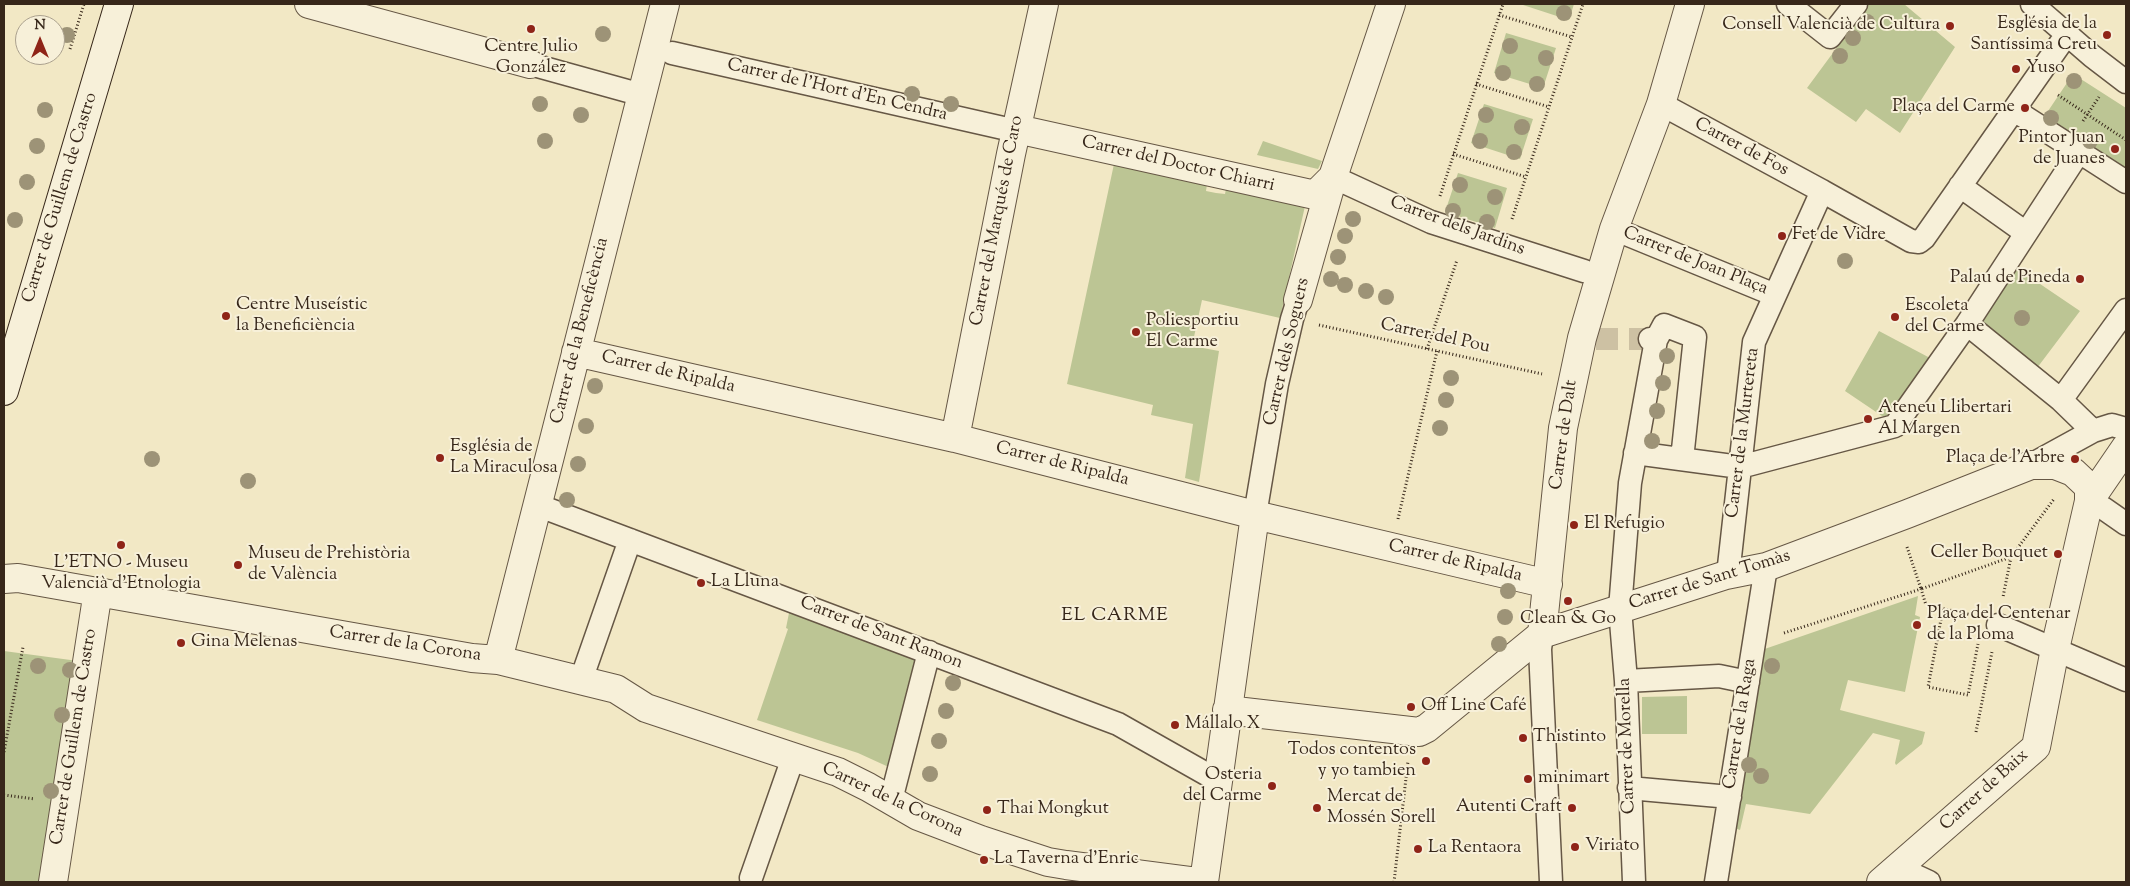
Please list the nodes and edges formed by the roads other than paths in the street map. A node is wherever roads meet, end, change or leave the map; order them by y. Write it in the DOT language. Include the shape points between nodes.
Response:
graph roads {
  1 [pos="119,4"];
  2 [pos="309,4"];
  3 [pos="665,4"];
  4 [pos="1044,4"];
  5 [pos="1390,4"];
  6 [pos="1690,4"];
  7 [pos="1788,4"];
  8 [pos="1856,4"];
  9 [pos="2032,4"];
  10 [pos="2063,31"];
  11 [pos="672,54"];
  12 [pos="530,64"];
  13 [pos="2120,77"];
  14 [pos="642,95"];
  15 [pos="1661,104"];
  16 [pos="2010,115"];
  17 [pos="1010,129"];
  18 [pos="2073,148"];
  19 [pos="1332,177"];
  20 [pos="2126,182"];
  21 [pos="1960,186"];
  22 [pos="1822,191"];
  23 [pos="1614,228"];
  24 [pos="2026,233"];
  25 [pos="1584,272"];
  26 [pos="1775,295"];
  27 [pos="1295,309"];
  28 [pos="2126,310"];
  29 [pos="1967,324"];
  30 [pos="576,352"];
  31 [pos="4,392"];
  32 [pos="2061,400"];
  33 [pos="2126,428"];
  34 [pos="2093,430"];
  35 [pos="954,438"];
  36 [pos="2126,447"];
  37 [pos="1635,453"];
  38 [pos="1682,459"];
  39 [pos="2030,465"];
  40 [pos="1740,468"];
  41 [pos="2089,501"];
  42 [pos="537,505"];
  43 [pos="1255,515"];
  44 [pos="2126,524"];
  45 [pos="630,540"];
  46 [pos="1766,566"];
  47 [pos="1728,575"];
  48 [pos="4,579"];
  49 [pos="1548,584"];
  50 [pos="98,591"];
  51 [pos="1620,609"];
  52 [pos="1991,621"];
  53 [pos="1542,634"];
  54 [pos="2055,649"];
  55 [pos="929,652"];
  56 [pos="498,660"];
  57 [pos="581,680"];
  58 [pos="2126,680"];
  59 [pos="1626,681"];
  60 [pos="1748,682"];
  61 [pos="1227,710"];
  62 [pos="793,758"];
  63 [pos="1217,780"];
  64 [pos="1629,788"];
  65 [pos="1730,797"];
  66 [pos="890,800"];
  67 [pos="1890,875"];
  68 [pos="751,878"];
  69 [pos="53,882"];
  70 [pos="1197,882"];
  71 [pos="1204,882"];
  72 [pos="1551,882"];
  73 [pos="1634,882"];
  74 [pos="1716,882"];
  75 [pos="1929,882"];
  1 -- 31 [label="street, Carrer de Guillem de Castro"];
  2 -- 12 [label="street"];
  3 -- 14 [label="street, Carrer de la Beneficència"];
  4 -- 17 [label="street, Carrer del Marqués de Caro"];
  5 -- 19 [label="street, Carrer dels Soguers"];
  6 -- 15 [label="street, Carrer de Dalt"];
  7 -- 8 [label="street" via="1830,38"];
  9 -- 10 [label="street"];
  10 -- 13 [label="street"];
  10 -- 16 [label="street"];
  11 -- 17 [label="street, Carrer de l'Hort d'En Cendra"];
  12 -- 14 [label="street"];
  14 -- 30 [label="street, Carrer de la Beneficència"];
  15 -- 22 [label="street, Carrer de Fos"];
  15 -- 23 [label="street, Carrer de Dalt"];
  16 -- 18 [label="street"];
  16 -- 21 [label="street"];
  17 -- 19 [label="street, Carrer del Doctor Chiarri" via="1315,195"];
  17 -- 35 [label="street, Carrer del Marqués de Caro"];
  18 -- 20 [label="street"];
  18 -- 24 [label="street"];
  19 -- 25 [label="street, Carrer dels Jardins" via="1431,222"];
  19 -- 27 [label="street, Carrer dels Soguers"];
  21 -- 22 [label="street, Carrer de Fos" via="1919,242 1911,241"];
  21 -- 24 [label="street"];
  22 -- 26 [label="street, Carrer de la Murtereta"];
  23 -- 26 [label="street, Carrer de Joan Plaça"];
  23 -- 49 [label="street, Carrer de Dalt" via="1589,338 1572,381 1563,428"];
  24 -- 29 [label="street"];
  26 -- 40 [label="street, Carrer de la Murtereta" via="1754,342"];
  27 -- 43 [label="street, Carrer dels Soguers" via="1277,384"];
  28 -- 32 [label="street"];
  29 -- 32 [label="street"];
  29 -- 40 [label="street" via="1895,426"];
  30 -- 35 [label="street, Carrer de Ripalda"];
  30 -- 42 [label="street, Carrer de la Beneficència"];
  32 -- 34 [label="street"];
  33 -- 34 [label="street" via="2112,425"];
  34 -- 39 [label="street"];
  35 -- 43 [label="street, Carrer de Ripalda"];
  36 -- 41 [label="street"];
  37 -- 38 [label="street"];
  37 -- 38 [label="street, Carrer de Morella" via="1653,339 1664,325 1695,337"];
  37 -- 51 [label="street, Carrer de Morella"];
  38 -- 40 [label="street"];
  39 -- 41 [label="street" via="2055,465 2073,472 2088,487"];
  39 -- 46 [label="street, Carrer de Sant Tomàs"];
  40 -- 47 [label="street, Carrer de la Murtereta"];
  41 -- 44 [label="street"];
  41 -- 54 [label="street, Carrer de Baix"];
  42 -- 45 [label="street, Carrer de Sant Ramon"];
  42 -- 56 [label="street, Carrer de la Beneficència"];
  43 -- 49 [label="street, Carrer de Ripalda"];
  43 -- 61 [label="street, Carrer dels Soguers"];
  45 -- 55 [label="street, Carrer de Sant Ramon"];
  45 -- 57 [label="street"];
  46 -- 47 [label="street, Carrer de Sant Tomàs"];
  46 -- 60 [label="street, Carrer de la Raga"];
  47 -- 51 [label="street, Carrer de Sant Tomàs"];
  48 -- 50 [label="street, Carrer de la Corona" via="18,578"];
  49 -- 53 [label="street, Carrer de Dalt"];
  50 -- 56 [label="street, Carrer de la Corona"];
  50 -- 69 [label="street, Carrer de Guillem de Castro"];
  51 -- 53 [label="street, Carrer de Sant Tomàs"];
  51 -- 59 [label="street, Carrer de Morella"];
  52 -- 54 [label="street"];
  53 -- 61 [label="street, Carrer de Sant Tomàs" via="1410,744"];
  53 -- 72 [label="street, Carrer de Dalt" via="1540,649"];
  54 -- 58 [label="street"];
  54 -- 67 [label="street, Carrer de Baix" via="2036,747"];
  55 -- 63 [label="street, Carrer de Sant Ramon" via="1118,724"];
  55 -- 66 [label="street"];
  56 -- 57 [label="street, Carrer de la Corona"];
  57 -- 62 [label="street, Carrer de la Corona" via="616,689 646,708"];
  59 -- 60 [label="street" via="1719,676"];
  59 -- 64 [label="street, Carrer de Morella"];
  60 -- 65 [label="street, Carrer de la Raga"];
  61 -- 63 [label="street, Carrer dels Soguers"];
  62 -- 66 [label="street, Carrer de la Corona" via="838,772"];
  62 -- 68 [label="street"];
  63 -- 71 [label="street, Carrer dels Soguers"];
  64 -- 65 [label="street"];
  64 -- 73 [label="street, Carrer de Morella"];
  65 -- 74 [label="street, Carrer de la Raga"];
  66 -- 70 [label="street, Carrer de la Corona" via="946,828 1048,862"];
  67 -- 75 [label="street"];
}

* * *

(Required work) Please report every line in the entries above that holds the string "Morella".

(Reply to the exercise)
  37 -- 38 [label="street, Carrer de Morella" via="1653,339 1664,325 1695,337"];
  37 -- 51 [label="street, Carrer de Morella"];
  51 -- 59 [label="street, Carrer de Morella"];
  59 -- 64 [label="street, Carrer de Morella"];
  64 -- 73 [label="street, Carrer de Morella"];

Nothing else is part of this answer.